Each line that contains the word "meet" is to be copied from the records below.
==== Available data ====
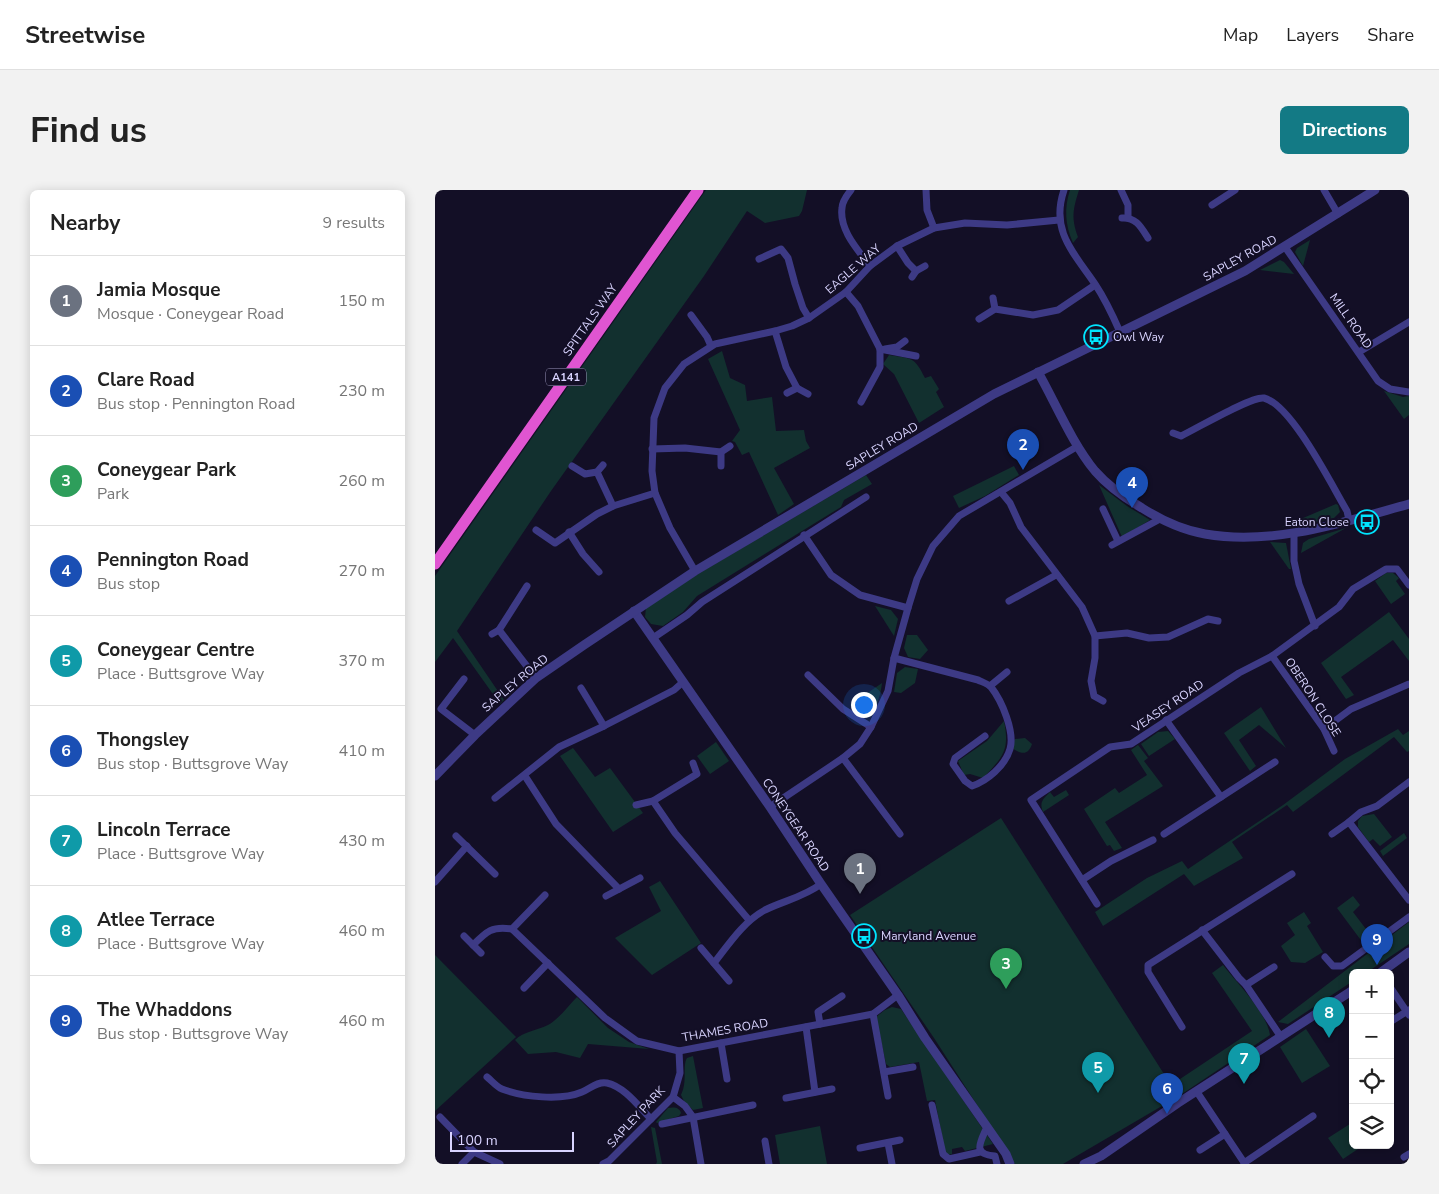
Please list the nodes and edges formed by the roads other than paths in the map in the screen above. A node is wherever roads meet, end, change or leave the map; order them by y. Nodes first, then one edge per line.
====
==== Available data ====
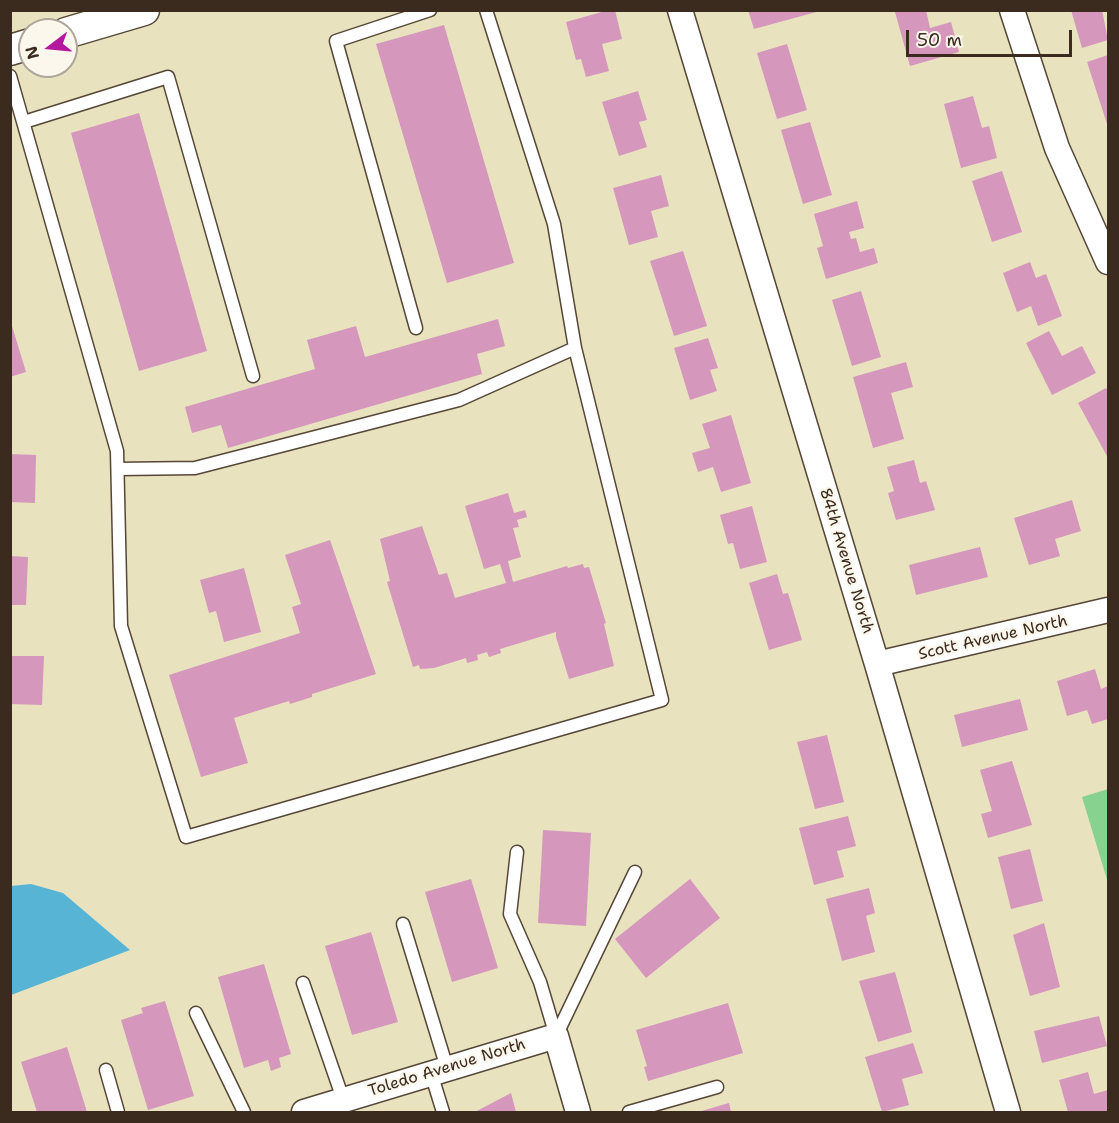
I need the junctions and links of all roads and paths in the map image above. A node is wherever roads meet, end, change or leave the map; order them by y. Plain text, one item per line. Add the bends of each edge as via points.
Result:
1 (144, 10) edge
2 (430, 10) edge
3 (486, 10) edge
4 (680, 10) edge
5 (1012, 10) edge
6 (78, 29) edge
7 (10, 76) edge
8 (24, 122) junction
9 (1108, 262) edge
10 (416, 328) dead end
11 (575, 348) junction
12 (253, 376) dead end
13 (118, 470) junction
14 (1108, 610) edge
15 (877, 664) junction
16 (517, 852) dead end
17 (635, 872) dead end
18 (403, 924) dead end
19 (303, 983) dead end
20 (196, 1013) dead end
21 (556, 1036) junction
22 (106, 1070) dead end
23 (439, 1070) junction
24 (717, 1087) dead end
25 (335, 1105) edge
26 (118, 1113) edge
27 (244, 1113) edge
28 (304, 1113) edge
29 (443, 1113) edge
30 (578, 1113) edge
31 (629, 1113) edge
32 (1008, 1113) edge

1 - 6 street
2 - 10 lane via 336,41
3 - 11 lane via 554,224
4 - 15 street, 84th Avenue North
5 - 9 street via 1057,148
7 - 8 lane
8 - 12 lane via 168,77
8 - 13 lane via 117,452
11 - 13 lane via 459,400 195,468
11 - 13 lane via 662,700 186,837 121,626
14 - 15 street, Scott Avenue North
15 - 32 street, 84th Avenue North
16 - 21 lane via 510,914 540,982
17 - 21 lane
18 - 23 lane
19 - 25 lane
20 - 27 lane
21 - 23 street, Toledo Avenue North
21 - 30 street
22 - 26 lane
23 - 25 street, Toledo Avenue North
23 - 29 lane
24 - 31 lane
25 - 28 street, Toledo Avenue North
====
Answer below:
Please list the nodes and edges formed by the roads other than paths in the map in the screen above. A node is wherever roads meet, end, change or leave the map; order them by y. Nodes first, then one edge per line.
I need the junctions and links of all roads and paths in the map image above. A node is wherever roads meet, end, change or leave the map; order them by y. Plain text, one item per line. Add the bends of each edge as via points.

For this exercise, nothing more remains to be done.